**Task prompt**
Return all lines from the listing below that include the word "Avenue".

**Data**
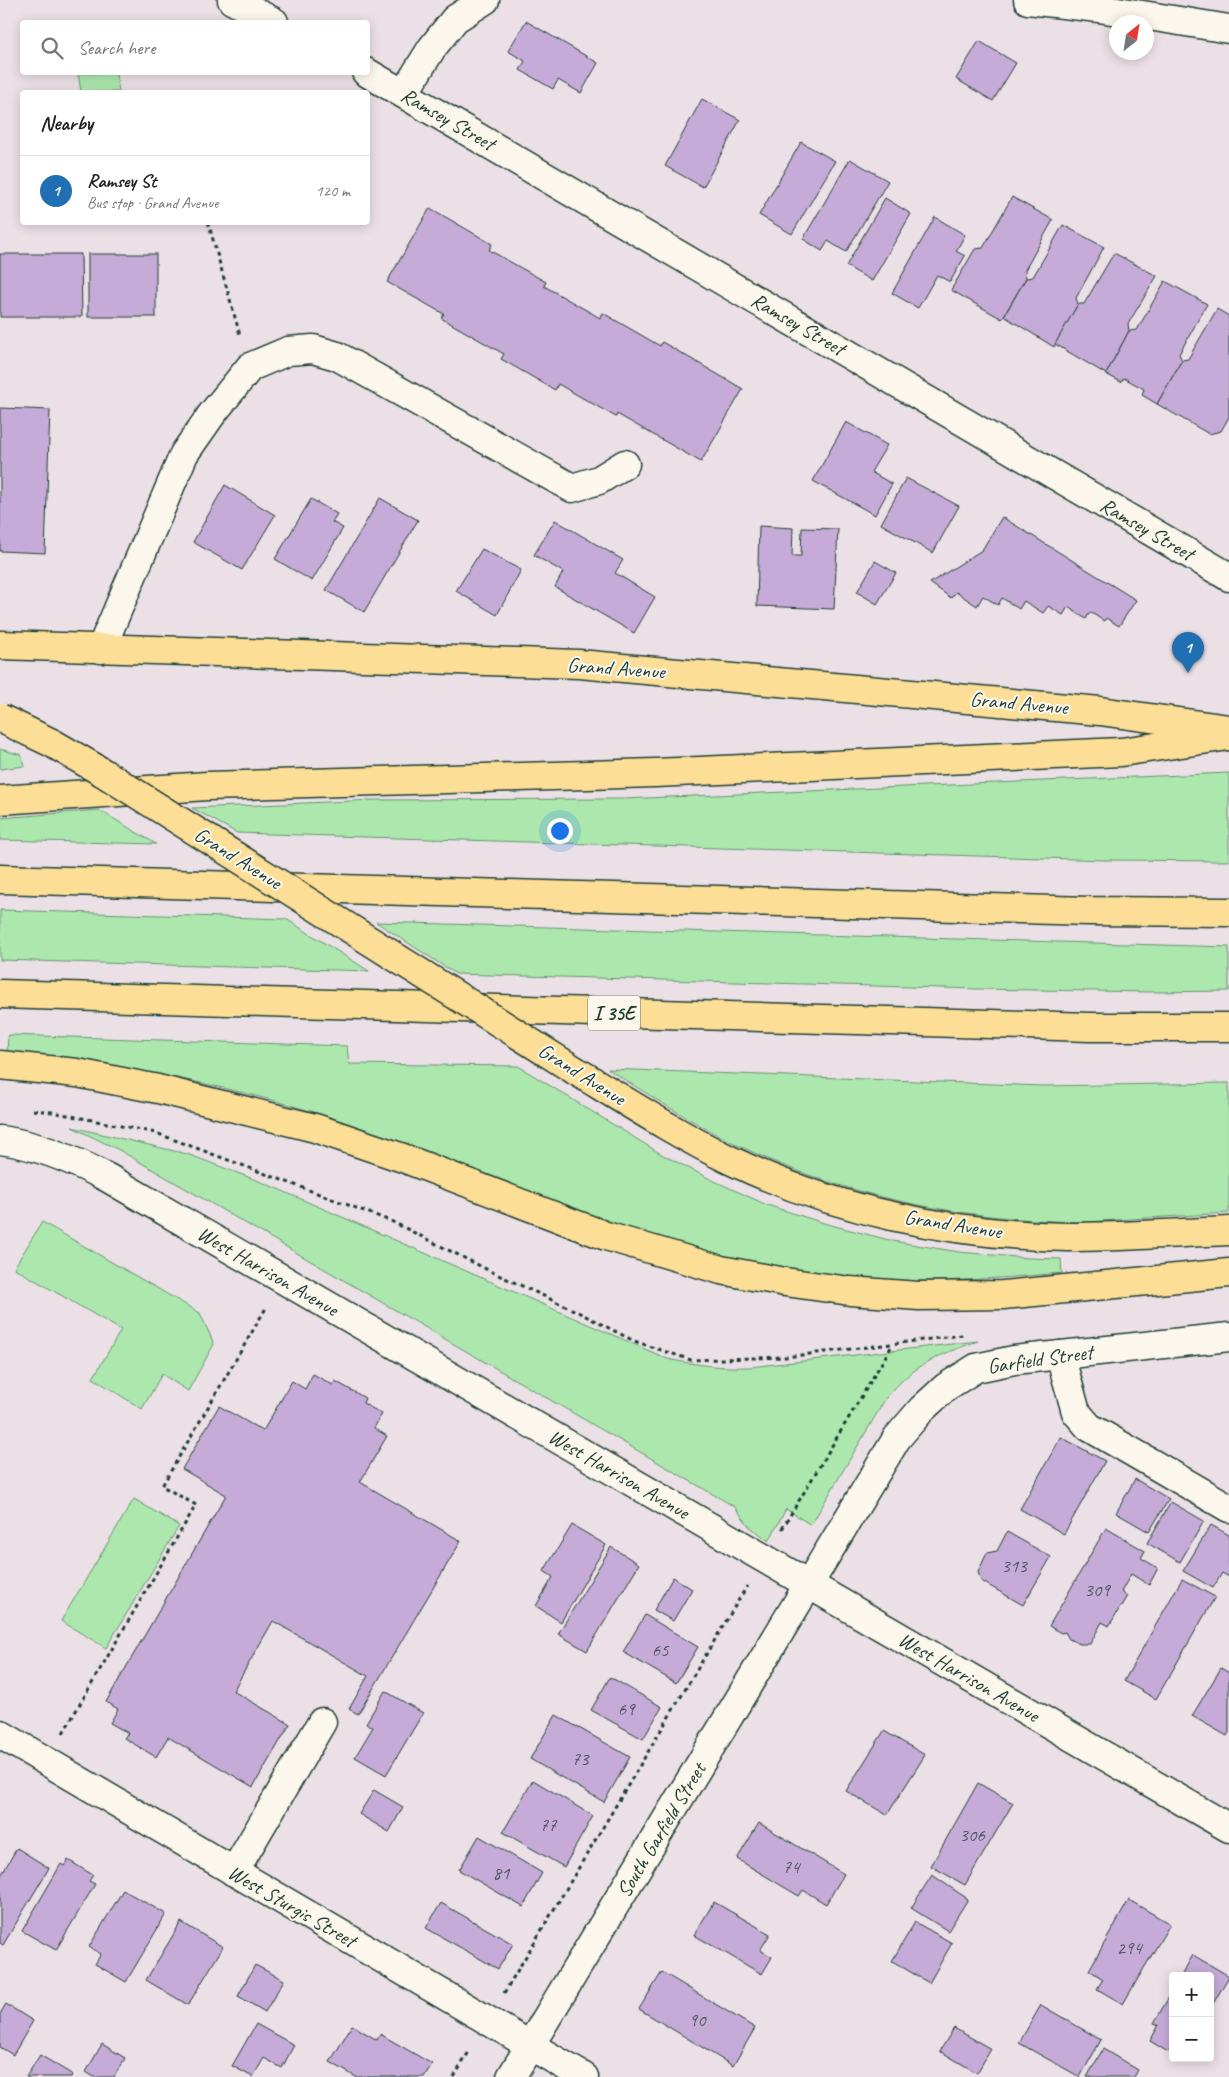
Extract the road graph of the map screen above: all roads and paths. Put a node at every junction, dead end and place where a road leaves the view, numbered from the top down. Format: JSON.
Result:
{"nodes":[{"id":1,"x":232,"y":0,"type":"edge"},
{"id":2,"x":485,"y":0,"type":"edge"},
{"id":3,"x":1028,"y":0,"type":"edge"},
{"id":4,"x":270,"y":20,"type":"edge"},
{"id":5,"x":1229,"y":29,"type":"edge"},
{"id":6,"x":370,"y":74,"type":"edge"},
{"id":7,"x":404,"y":93,"type":"junction"},
{"id":8,"x":209,"y":225,"type":"edge"},
{"id":9,"x":250,"y":368,"type":"junction"},
{"id":10,"x":626,"y":464,"type":"dead end"},
{"id":11,"x":1229,"y":577,"type":"edge"},
{"id":12,"x":101,"y":649,"type":"junction"},
{"id":13,"x":4,"y":651,"type":"edge"},
{"id":14,"x":2,"y":717,"type":"edge"},
{"id":15,"x":1229,"y":729,"type":"edge"},
{"id":16,"x":1229,"y":736,"type":"edge"},
{"id":17,"x":0,"y":800,"type":"edge"},
{"id":18,"x":0,"y":879,"type":"edge"},
{"id":19,"x":1229,"y":912,"type":"edge"},
{"id":20,"x":0,"y":994,"type":"edge"},
{"id":21,"x":1229,"y":1027,"type":"edge"},
{"id":22,"x":0,"y":1065,"type":"edge"},
{"id":23,"x":0,"y":1140,"type":"edge"},
{"id":24,"x":1229,"y":1231,"type":"edge"},
{"id":25,"x":1229,"y":1272,"type":"edge"},
{"id":26,"x":282,"y":1279,"type":"junction"},
{"id":27,"x":1229,"y":1337,"type":"edge"},
{"id":28,"x":893,"y":1344,"type":"dead end"},
{"id":29,"x":1060,"y":1355,"type":"junction"},
{"id":30,"x":1229,"y":1508,"type":"edge"},
{"id":31,"x":765,"y":1558,"type":"junction"},
{"id":32,"x":810,"y":1584,"type":"junction"},
{"id":33,"x":322,"y":1722,"type":"dead end"},
{"id":34,"x":0,"y":1734,"type":"edge"},
{"id":35,"x":46,"y":1761,"type":"junction"},
{"id":36,"x":1229,"y":1828,"type":"edge"},
{"id":37,"x":234,"y":1872,"type":"junction"},
{"id":38,"x":487,"y":2021,"type":"junction"},
{"id":39,"x":530,"y":2046,"type":"junction"},
{"id":40,"x":454,"y":2077,"type":"edge"},
{"id":41,"x":511,"y":2077,"type":"edge"},
{"id":42,"x":584,"y":2077,"type":"edge"}],
"edges":[{"from":1,"to":4,"type":"street"},
{"from":2,"to":7,"type":"street"},
{"from":3,"to":5,"type":"street"},
{"from":6,"to":7,"type":"street","name":"Ramsey Street"},
{"from":7,"to":11,"type":"street","name":"Ramsey Street"},
{"from":8,"to":9,"type":"path"},
{"from":9,"to":10,"type":"street"},
{"from":9,"to":12,"type":"street"},
{"from":12,"to":13,"type":"main road","name":"Grand Avenue"},
{"from":12,"to":15,"type":"main road","name":"Grand Avenue"},
{"from":14,"to":24,"type":"main road","name":"Grand Avenue","bridge":true},
{"from":16,"to":17,"type":"main road"},
{"from":18,"to":19,"type":"main road"},
{"from":20,"to":21,"type":"main road","number":"I 35E"},
{"from":22,"to":25,"type":"main road"},
{"from":23,"to":26,"type":"street","name":"West Harrison Avenue"},
{"from":26,"to":31,"type":"street","name":"West Harrison Avenue"},
{"from":26,"to":35,"type":"path"},
{"from":27,"to":29,"type":"street","name":"Garfield Street"},
{"from":28,"to":31,"type":"path"},
{"from":29,"to":30,"type":"street"},
{"from":29,"to":32,"type":"street","name":"Garfield Street"},
{"from":31,"to":32,"type":"street","name":"West Harrison Avenue"},
{"from":31,"to":38,"type":"path"},
{"from":32,"to":36,"type":"street","name":"West Harrison Avenue"},
{"from":32,"to":39,"type":"street","name":"South Garfield Street"},
{"from":33,"to":37,"type":"street"},
{"from":34,"to":35,"type":"street","name":"West Sturgis Street"},
{"from":35,"to":37,"type":"street","name":"West Sturgis Street"},
{"from":37,"to":38,"type":"street","name":"West Sturgis Street"},
{"from":38,"to":39,"type":"street","name":"West Sturgis Street"},
{"from":38,"to":40,"type":"path"},
{"from":39,"to":41,"type":"street","name":"South Garfield Street"},
{"from":39,"to":42,"type":"street","name":"West Sturgis Street"}]}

**Solution to the exercise**
{"from":12,"to":13,"type":"main road","name":"Grand Avenue"},
{"from":12,"to":15,"type":"main road","name":"Grand Avenue"},
{"from":14,"to":24,"type":"main road","name":"Grand Avenue","bridge":true},
{"from":23,"to":26,"type":"street","name":"West Harrison Avenue"},
{"from":26,"to":31,"type":"street","name":"West Harrison Avenue"},
{"from":31,"to":32,"type":"street","name":"West Harrison Avenue"},
{"from":32,"to":36,"type":"street","name":"West Harrison Avenue"},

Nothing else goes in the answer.